Activity:
Write out the records below once more, exactly as they stand.

** Opening Material to process block **

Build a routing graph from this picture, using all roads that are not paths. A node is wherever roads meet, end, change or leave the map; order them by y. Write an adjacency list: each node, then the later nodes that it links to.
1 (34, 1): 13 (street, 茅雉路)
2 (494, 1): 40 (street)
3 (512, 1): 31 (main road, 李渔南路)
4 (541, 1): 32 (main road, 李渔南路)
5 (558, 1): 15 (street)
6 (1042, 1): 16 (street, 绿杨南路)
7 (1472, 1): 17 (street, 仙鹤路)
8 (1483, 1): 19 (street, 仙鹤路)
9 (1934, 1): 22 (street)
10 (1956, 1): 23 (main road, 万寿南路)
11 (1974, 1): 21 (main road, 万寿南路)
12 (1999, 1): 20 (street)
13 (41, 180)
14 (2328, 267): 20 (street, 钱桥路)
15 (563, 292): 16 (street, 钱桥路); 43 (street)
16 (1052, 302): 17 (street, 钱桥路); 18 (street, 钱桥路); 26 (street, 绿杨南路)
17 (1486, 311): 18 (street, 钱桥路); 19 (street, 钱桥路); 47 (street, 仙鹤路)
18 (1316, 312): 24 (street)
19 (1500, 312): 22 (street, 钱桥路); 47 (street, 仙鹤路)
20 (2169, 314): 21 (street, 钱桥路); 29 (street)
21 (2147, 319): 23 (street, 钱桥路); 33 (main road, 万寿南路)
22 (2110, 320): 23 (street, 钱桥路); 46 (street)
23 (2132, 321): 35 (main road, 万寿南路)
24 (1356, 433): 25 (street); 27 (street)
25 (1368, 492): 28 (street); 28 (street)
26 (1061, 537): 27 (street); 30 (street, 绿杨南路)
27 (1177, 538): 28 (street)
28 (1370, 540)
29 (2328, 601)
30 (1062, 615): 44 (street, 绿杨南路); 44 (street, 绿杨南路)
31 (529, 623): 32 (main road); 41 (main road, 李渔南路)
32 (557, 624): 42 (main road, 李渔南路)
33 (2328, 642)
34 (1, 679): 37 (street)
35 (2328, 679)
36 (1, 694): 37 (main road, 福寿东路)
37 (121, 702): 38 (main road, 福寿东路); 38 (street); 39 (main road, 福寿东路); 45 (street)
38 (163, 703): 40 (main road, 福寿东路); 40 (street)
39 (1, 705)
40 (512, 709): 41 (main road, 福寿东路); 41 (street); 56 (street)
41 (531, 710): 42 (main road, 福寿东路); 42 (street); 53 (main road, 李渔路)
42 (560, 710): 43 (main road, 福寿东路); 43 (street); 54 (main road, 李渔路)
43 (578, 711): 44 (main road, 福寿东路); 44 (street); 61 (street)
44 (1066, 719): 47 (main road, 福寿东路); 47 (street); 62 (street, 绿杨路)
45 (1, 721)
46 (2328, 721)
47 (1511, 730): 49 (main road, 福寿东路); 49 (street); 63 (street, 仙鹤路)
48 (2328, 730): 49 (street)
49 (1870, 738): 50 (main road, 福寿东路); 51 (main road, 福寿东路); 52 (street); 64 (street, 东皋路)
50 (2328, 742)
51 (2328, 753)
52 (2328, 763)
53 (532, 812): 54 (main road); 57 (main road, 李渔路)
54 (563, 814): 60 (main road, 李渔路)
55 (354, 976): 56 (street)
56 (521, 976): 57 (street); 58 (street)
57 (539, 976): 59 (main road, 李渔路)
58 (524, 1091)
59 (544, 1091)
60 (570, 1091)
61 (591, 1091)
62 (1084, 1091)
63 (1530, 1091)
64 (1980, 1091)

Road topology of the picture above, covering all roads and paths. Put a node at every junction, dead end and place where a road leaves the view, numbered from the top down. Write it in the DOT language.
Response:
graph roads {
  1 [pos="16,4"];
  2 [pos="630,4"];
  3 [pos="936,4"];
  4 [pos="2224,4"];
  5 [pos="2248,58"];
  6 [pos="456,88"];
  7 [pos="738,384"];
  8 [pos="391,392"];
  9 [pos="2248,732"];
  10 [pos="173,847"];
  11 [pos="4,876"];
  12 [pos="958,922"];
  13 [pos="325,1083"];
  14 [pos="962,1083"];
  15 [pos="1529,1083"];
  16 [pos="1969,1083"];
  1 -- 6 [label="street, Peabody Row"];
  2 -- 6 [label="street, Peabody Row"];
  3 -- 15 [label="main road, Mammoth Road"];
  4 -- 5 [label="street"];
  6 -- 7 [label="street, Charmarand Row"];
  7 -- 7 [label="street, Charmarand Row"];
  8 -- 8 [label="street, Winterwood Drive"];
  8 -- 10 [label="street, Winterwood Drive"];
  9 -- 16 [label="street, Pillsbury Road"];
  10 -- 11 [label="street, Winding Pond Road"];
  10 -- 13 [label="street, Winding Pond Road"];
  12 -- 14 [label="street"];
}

** Closing Material to process block **

Output of the task:
Build a routing graph from this picture, using all roads that are not paths. A node is wherever roads meet, end, change or leave the map; order them by y. Write an adjacency list: each node, then the later nodes that it links to.
1 (34, 1): 13 (street, 茅雉路)
2 (494, 1): 40 (street)
3 (512, 1): 31 (main road, 李渔南路)
4 (541, 1): 32 (main road, 李渔南路)
5 (558, 1): 15 (street)
6 (1042, 1): 16 (street, 绿杨南路)
7 (1472, 1): 17 (street, 仙鹤路)
8 (1483, 1): 19 (street, 仙鹤路)
9 (1934, 1): 22 (street)
10 (1956, 1): 23 (main road, 万寿南路)
11 (1974, 1): 21 (main road, 万寿南路)
12 (1999, 1): 20 (street)
13 (41, 180)
14 (2328, 267): 20 (street, 钱桥路)
15 (563, 292): 16 (street, 钱桥路); 43 (street)
16 (1052, 302): 17 (street, 钱桥路); 18 (street, 钱桥路); 26 (street, 绿杨南路)
17 (1486, 311): 18 (street, 钱桥路); 19 (street, 钱桥路); 47 (street, 仙鹤路)
18 (1316, 312): 24 (street)
19 (1500, 312): 22 (street, 钱桥路); 47 (street, 仙鹤路)
20 (2169, 314): 21 (street, 钱桥路); 29 (street)
21 (2147, 319): 23 (street, 钱桥路); 33 (main road, 万寿南路)
22 (2110, 320): 23 (street, 钱桥路); 46 (street)
23 (2132, 321): 35 (main road, 万寿南路)
24 (1356, 433): 25 (street); 27 (street)
25 (1368, 492): 28 (street); 28 (street)
26 (1061, 537): 27 (street); 30 (street, 绿杨南路)
27 (1177, 538): 28 (street)
28 (1370, 540)
29 (2328, 601)
30 (1062, 615): 44 (street, 绿杨南路); 44 (street, 绿杨南路)
31 (529, 623): 32 (main road); 41 (main road, 李渔南路)
32 (557, 624): 42 (main road, 李渔南路)
33 (2328, 642)
34 (1, 679): 37 (street)
35 (2328, 679)
36 (1, 694): 37 (main road, 福寿东路)
37 (121, 702): 38 (main road, 福寿东路); 38 (street); 39 (main road, 福寿东路); 45 (street)
38 (163, 703): 40 (main road, 福寿东路); 40 (street)
39 (1, 705)
40 (512, 709): 41 (main road, 福寿东路); 41 (street); 56 (street)
41 (531, 710): 42 (main road, 福寿东路); 42 (street); 53 (main road, 李渔路)
42 (560, 710): 43 (main road, 福寿东路); 43 (street); 54 (main road, 李渔路)
43 (578, 711): 44 (main road, 福寿东路); 44 (street); 61 (street)
44 (1066, 719): 47 (main road, 福寿东路); 47 (street); 62 (street, 绿杨路)
45 (1, 721)
46 (2328, 721)
47 (1511, 730): 49 (main road, 福寿东路); 49 (street); 63 (street, 仙鹤路)
48 (2328, 730): 49 (street)
49 (1870, 738): 50 (main road, 福寿东路); 51 (main road, 福寿东路); 52 (street); 64 (street, 东皋路)
50 (2328, 742)
51 (2328, 753)
52 (2328, 763)
53 (532, 812): 54 (main road); 57 (main road, 李渔路)
54 (563, 814): 60 (main road, 李渔路)
55 (354, 976): 56 (street)
56 (521, 976): 57 (street); 58 (street)
57 (539, 976): 59 (main road, 李渔路)
58 (524, 1091)
59 (544, 1091)
60 (570, 1091)
61 (591, 1091)
62 (1084, 1091)
63 (1530, 1091)
64 (1980, 1091)

Road topology of the picture above, covering all roads and paths. Put a node at every junction, dead end and place where a road leaves the view, numbered from the top down. Write it in the DOT language.
Response:
graph roads {
  1 [pos="16,4"];
  2 [pos="630,4"];
  3 [pos="936,4"];
  4 [pos="2224,4"];
  5 [pos="2248,58"];
  6 [pos="456,88"];
  7 [pos="738,384"];
  8 [pos="391,392"];
  9 [pos="2248,732"];
  10 [pos="173,847"];
  11 [pos="4,876"];
  12 [pos="958,922"];
  13 [pos="325,1083"];
  14 [pos="962,1083"];
  15 [pos="1529,1083"];
  16 [pos="1969,1083"];
  1 -- 6 [label="street, Peabody Row"];
  2 -- 6 [label="street, Peabody Row"];
  3 -- 15 [label="main road, Mammoth Road"];
  4 -- 5 [label="street"];
  6 -- 7 [label="street, Charmarand Row"];
  7 -- 7 [label="street, Charmarand Row"];
  8 -- 8 [label="street, Winterwood Drive"];
  8 -- 10 [label="street, Winterwood Drive"];
  9 -- 16 [label="street, Pillsbury Road"];
  10 -- 11 [label="street, Winding Pond Road"];
  10 -- 13 [label="street, Winding Pond Road"];
  12 -- 14 [label="street"];
}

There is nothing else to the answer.